_What needs to be done_
Write out the listing exactly, dropping any picture it contains.

_Source data_
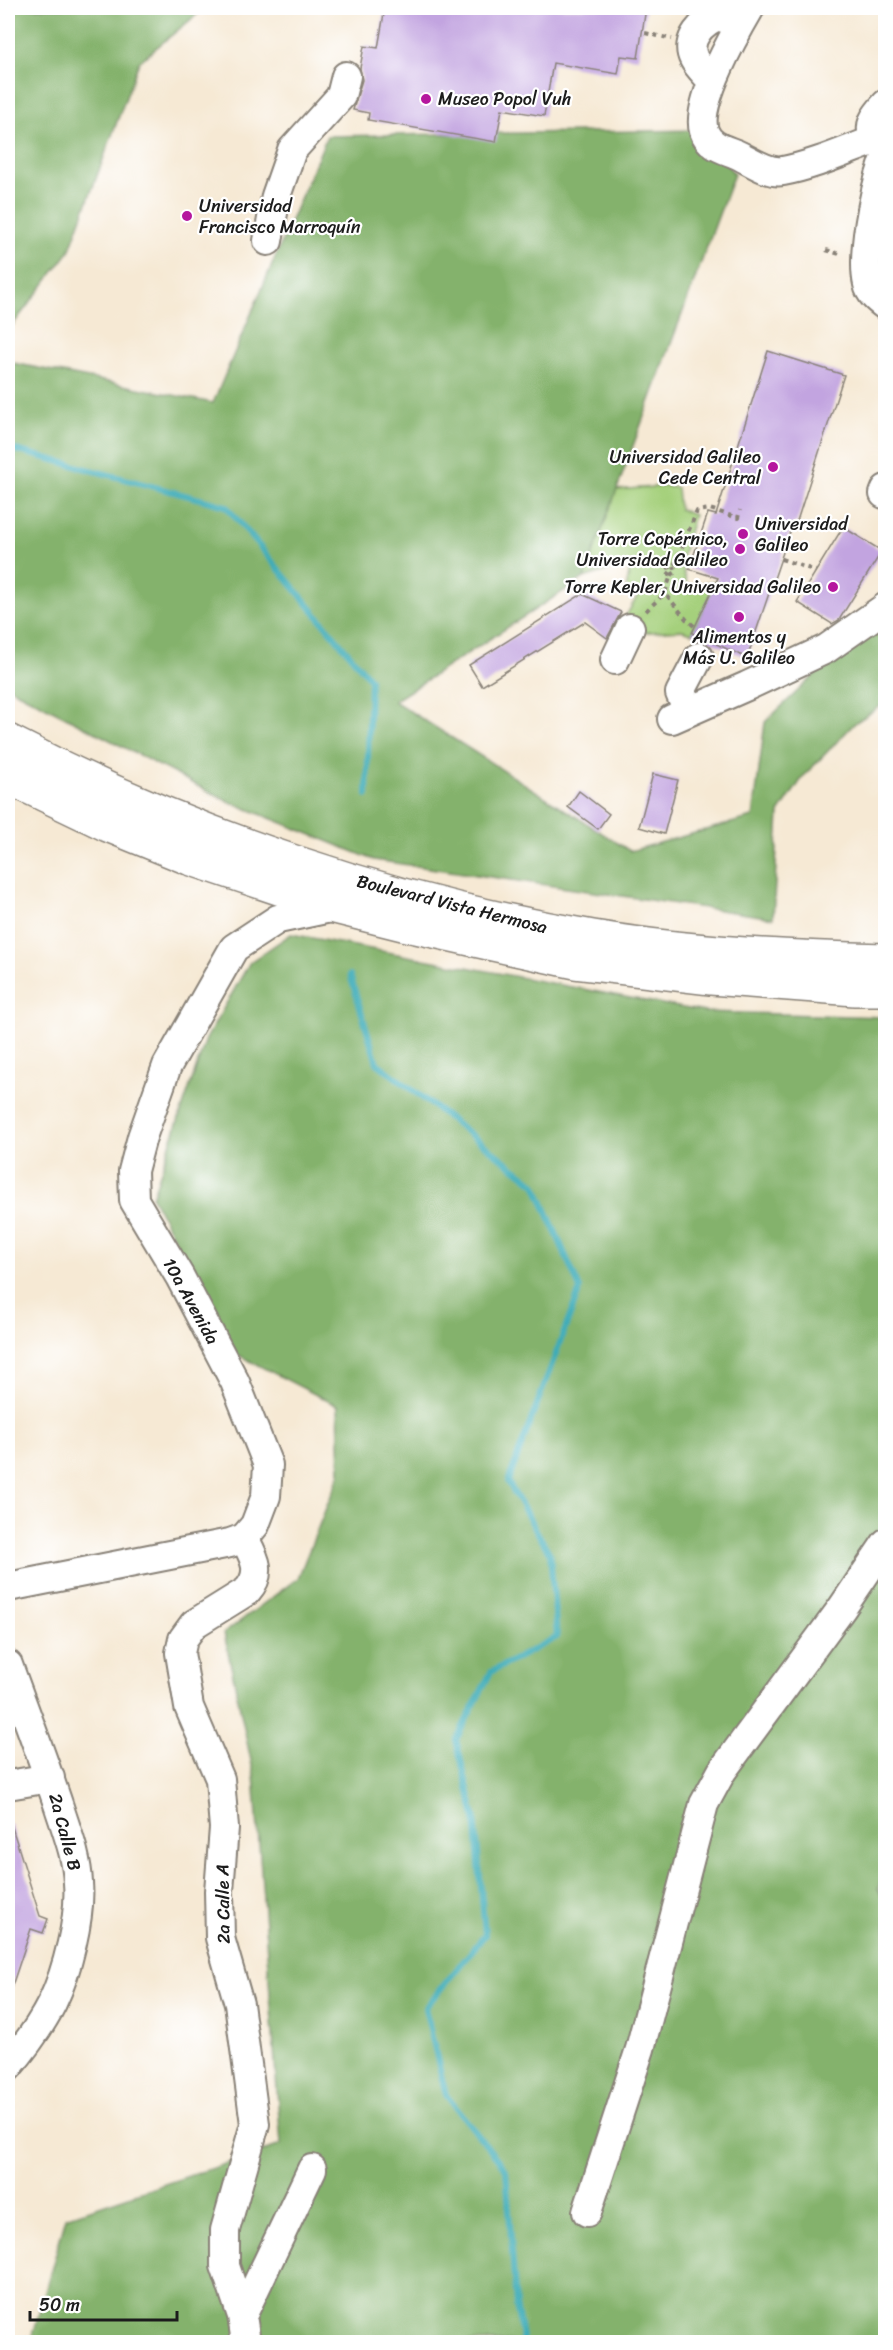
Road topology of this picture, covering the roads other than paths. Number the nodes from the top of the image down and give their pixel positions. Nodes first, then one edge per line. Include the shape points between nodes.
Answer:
1 (745, 16) edge
2 (346, 76) dead end
3 (712, 81) junction
4 (885, 104) edge
5 (881, 150) edge
6 (268, 241) dead end
7 (885, 306) edge
8 (885, 608) edge
9 (630, 628) dead end
10 (699, 657) dead end
11 (615, 660) dead end
12 (8, 741) edge
13 (8, 777) edge
14 (335, 907) junction
15 (885, 960) edge
16 (885, 989) edge
17 (244, 1538) junction
18 (885, 1543) edge
19 (8, 1587) edge
20 (8, 1665) edge
21 (50, 1778) junction
22 (8, 1785) edge
23 (8, 2067) edge
24 (312, 2169) dead end
25 (587, 2212) dead end
26 (244, 2329) edge

1 - 3 street
1 - 3 street via 707,20 695,33 693,59
2 - 6 street via 341,96 292,150 276,196
3 - 5 street via 703,117 704,130 721,149 759,166 780,172 834,156
4 - 5 street via 871,124
5 - 7 street via 866,255 868,286 875,299
8 - 10 street via 826,649 680,715 680,693
9 - 11 street
12 - 15 main road, Boulevard Vista Hermosa via 181,821 372,888 443,906 592,937 679,948
13 - 14 main road, Boulevard Vista Hermosa via 189,858
14 - 16 main road, Boulevard Vista Hermosa via 575,962 711,978
14 - 17 street, 10a Avenida via 278,919 234,948 167,1066 133,1171 134,1200 235,1382 268,1465 266,1496 255,1525
17 - 19 street
17 - 26 street, 2a Calle A via 257,1563 256,1578 247,1591 194,1624 183,1639 180,1653 189,1707 220,1779 224,1828 220,1938 239,2004 255,2124 225,2230 225,2266
18 - 25 street via 722,1771 704,1804 640,2049
20 - 21 street, 2a Calle B
21 - 22 street
21 - 23 street, 2a Calle B via 73,1850 79,1884 77,1911 68,1956 52,2003
24 - 26 street

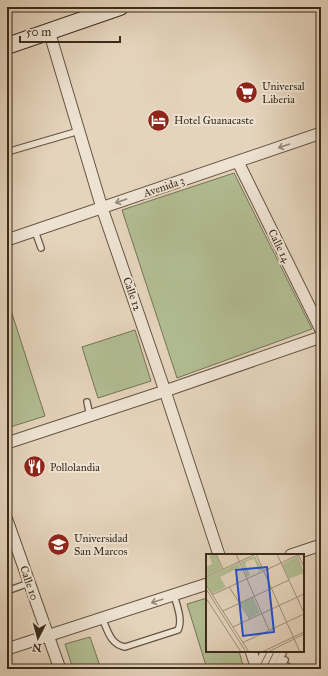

_Answer to this exercise_
Road topology of this picture, covering the roads other than paths. Number the nodes from the top of the image down and give their pixel positions. Nodes first, then one edge per line. Include the shape points between nodes.
Answer:
1 (745, 16) edge
2 (346, 76) dead end
3 (712, 81) junction
4 (885, 104) edge
5 (881, 150) edge
6 (268, 241) dead end
7 (885, 306) edge
8 (885, 608) edge
9 (630, 628) dead end
10 (699, 657) dead end
11 (615, 660) dead end
12 (8, 741) edge
13 (8, 777) edge
14 (335, 907) junction
15 (885, 960) edge
16 (885, 989) edge
17 (244, 1538) junction
18 (885, 1543) edge
19 (8, 1587) edge
20 (8, 1665) edge
21 (50, 1778) junction
22 (8, 1785) edge
23 (8, 2067) edge
24 (312, 2169) dead end
25 (587, 2212) dead end
26 (244, 2329) edge

1 - 3 street
1 - 3 street via 707,20 695,33 693,59
2 - 6 street via 341,96 292,150 276,196
3 - 5 street via 703,117 704,130 721,149 759,166 780,172 834,156
4 - 5 street via 871,124
5 - 7 street via 866,255 868,286 875,299
8 - 10 street via 826,649 680,715 680,693
9 - 11 street
12 - 15 main road, Boulevard Vista Hermosa via 181,821 372,888 443,906 592,937 679,948
13 - 14 main road, Boulevard Vista Hermosa via 189,858
14 - 16 main road, Boulevard Vista Hermosa via 575,962 711,978
14 - 17 street, 10a Avenida via 278,919 234,948 167,1066 133,1171 134,1200 235,1382 268,1465 266,1496 255,1525
17 - 19 street
17 - 26 street, 2a Calle A via 257,1563 256,1578 247,1591 194,1624 183,1639 180,1653 189,1707 220,1779 224,1828 220,1938 239,2004 255,2124 225,2230 225,2266
18 - 25 street via 722,1771 704,1804 640,2049
20 - 21 street, 2a Calle B
21 - 22 street
21 - 23 street, 2a Calle B via 73,1850 79,1884 77,1911 68,1956 52,2003
24 - 26 street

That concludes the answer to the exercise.